A nuestro barrio nunca le avisó El Corte Inglés de la llegada de la primavera. Tampoco la climatología daba pistas en una tierra recia con nueve meses de invierno y tres de infierno, ni los ombligos de las muchachas que la beatería amordazaba con refajos, y mucho menos las flores de una infancia sin parques, con sólo cuatro o cinco árboles supervivientes de las falsas acacias que mandó plantar el Obispo Cámara en la calle María Auxiliadora. Pobres expósitos que al llegar mayo florecían temiendo que los niños nos comiésemos sus pámpanos.

El descubrimiento lo hacíamos por ciencia infusa. Un día le llegaba la inspiración al iluminado de turno y cayendo en trance exclamaba:

-¡Debe ser primavera!

Y como no teníamos argumentos en contra, nos lo creíamos.

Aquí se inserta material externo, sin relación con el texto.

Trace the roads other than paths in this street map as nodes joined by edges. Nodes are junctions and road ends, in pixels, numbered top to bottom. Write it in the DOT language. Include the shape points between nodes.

Invariablemente festejábamos la llegada de la florida estación con una epopeya; liándonos a pedradas con los inquilinos del barrio de la Chinchibarra. Esta lapidación mutua, herencia épica de un pasado fronterizo, nos servía para tomar posesión de las calles y fijar la raya desdibujada por el invierno.

Como los combates solían estancarse junto a las tapias del cuartel de infantería "Julián Sánchez, El Charro", los soldados, que nunca entendieron que aquellas trincheras eran tierra de nadie, se acodaban en los muros enrejados para seguir las evoluciones de los frentes jaleando a unos o a otros, lo que provocaba algunos tiros perdidos que francotiradores de ambos bandos, paqueros, dedicábamos a la tropa.

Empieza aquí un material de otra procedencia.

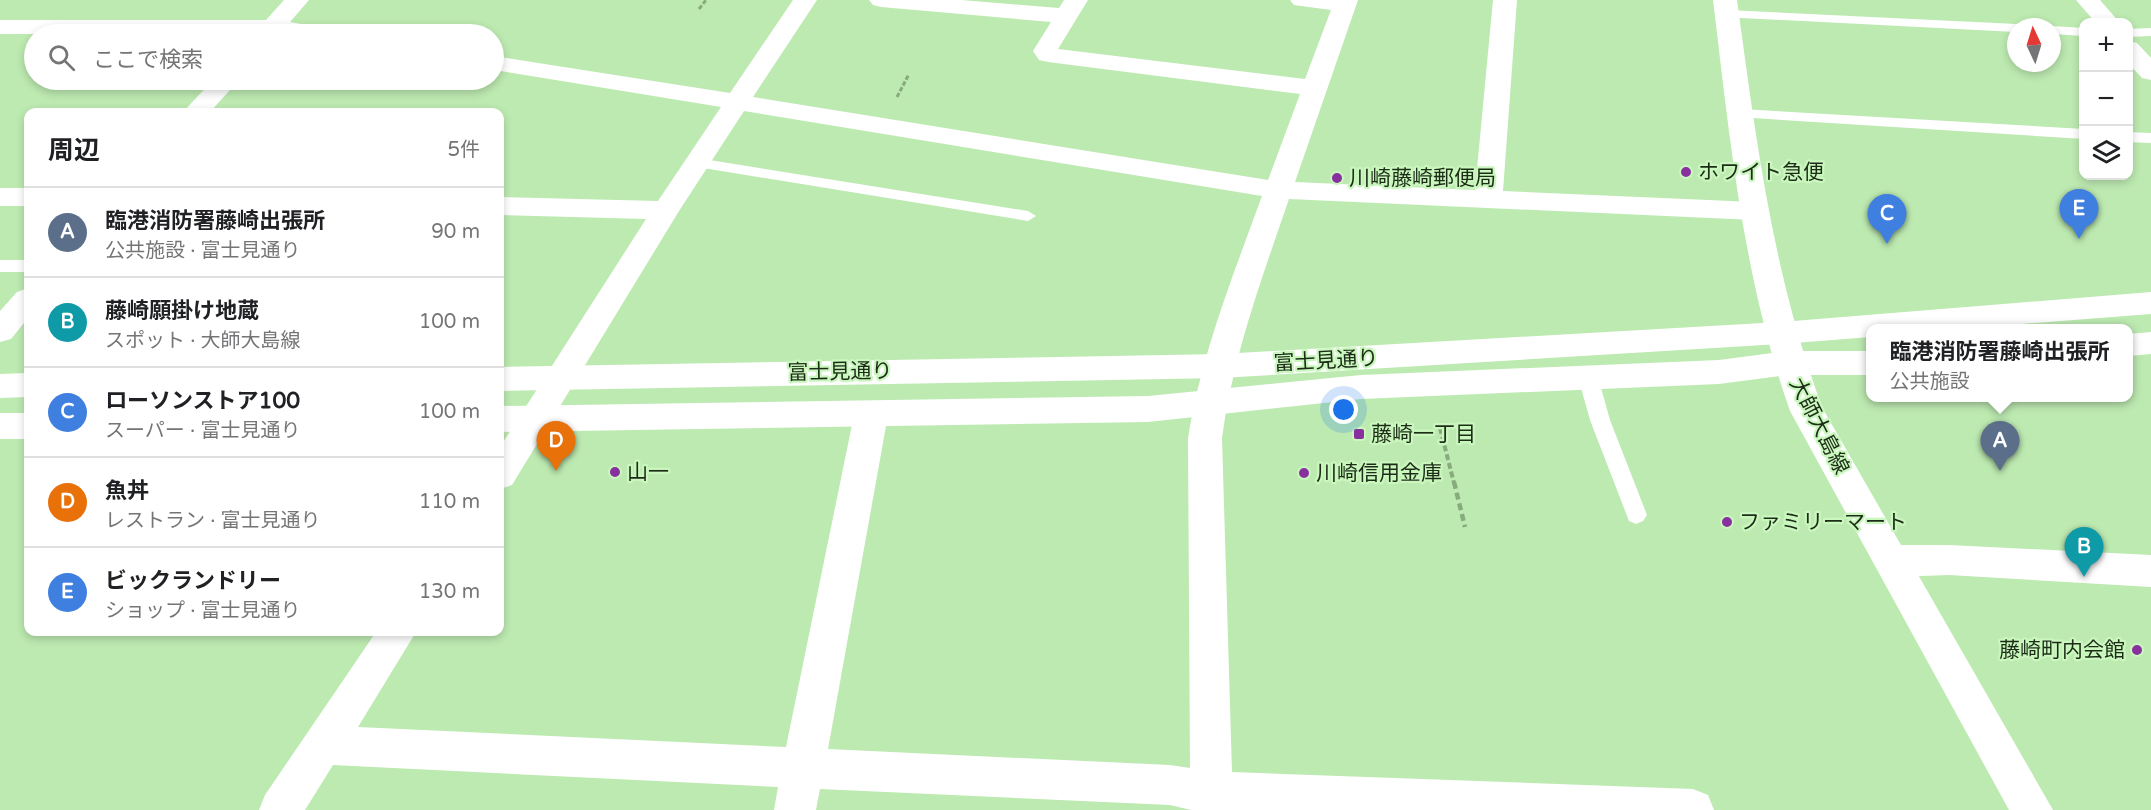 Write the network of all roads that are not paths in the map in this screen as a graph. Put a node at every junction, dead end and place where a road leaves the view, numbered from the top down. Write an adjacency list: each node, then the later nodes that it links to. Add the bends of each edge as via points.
1 (297, 0): 11 (main road)
2 (805, 0): 24 (main road)
3 (881, 0): 9 (main road)
4 (1302, 0): 7 (main road)
5 (1505, 0): 34 (main road)
6 (2088, 0): 10 (main road)
7 (1345, 2): 22 (main road)
8 (1726, 7): 14 (lane); 26 (main road, 大師大島線)
9 (1071, 8): 22 (main road, via 1045,51 1048,54)
10 (2104, 18)
11 (276, 24)
12 (0, 27): 13 (main road)
13 (24, 27)
14 (2007, 27)
15 (2061, 31): 16 (lane)
16 (2079, 32)
17 (2151, 32): 18 (lane)
18 (2133, 33)
19 (2133, 53): 21 (main road)
20 (504, 65): 24 (main road)
21 (2151, 73)
22 (1315, 88): 31 (main road)
23 (217, 90): 25 (main road)
24 (738, 103): 30 (main road); 31 (main road)
25 (200, 108)
26 (1741, 114): 27 (lane); 37 (main road, 大師大島線)
27 (2079, 134)
28 (2133, 137): 29 (lane)
29 (2151, 138)
30 (697, 163): 36 (main road); 38 (lane)
31 (1279, 190): 34 (main road); 48 (main road, via 1230,326)
32 (0, 197): 33 (main road)
33 (24, 197)
34 (1488, 200): 37 (main road)
35 (504, 207): 36 (main road)
36 (666, 210): 49 (main road)
37 (1754, 212): 46 (main road, 大師大島線, via 1766,283)
38 (1028, 216)
39 (0, 266): 40 (lane)
40 (24, 266)
41 (2151, 303): 42 (main road, 富士見通り)
42 (1980, 324)
43 (1866, 338): 46 (main road, 富士見通り)
44 (2151, 343): 45 (main road)
45 (2133, 345)
46 (1784, 348): 47 (main road, 富士見通り); 48 (main road, 富士見通り); 50 (main road, 富士見通り, via 1719,372); 62 (main road, 大師大島線, via 1807,411)
47 (1866, 362)
48 (1221, 366): 49 (main road, 富士見通り); 54 (main road)
49 (561, 376): 51 (main road, 富士見通り); 57 (main road)
50 (1588, 377): 54 (main road, 富士見通り, via 1361,387); 61 (lane)
51 (504, 379)
52 (0, 386): 53 (main road)
53 (24, 386)
54 (1210, 404): 55 (main road, 富士見通り); 67 (main road, via 1205,438)
55 (871, 415): 57 (main road, 富士見通り); 66 (main road)
56 (504, 419): 57 (main road, 富士見通り)
57 (534, 419): 60 (main road)
58 (0, 426): 59 (main road)
59 (24, 426)
60 (504, 468)
61 (1636, 515)
62 (1893, 561): 63 (main road, via 1949,560); 71 (main road, 大師大島線)
63 (2151, 571)
64 (394, 636): 65 (main road)
65 (322, 745): 66 (main road); 68 (main road)
66 (804, 767): 67 (main road, via 1170,785); 69 (main road)
67 (1212, 801): 70 (main road)
68 (280, 810)
69 (795, 810)
70 (1693, 810)
71 (2032, 810)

Cuando las heridas y el orgullo iban cicatrizando gracias al amor de madre, y al celo del doctor Moraza, organizábamos el auto anual de fe o chequeo espiritual del barrio, con lo que nos íbamos de cruzada una legión de niños esqueléticos (el queso americano aún no había hecho efecto), rapados para no dar cuartel a los piojos y vestidos con las ropas crecederas de algún familiar muerto a manos de los secuaces de Abd el-Krim.

Con dos tablas de madera de chopo hacíamos una cruz y en la intersección reclavábamos al Cristo de Medinaceli, o una estampita de la Virgen de la Vega o del Perpetuo Socorro, y armados con estos lábaros santos recorríamos una por una las casas del feudo como la compañía de penitentes de San Vicente Ferrer. La única diferencia con la procesión del santo valenciano es que nosotros no gritábamos "¡Misericordia!", sino; "¡Una perrita para la Cruz de Mayo!", aunque el tono lastimero era el mismo.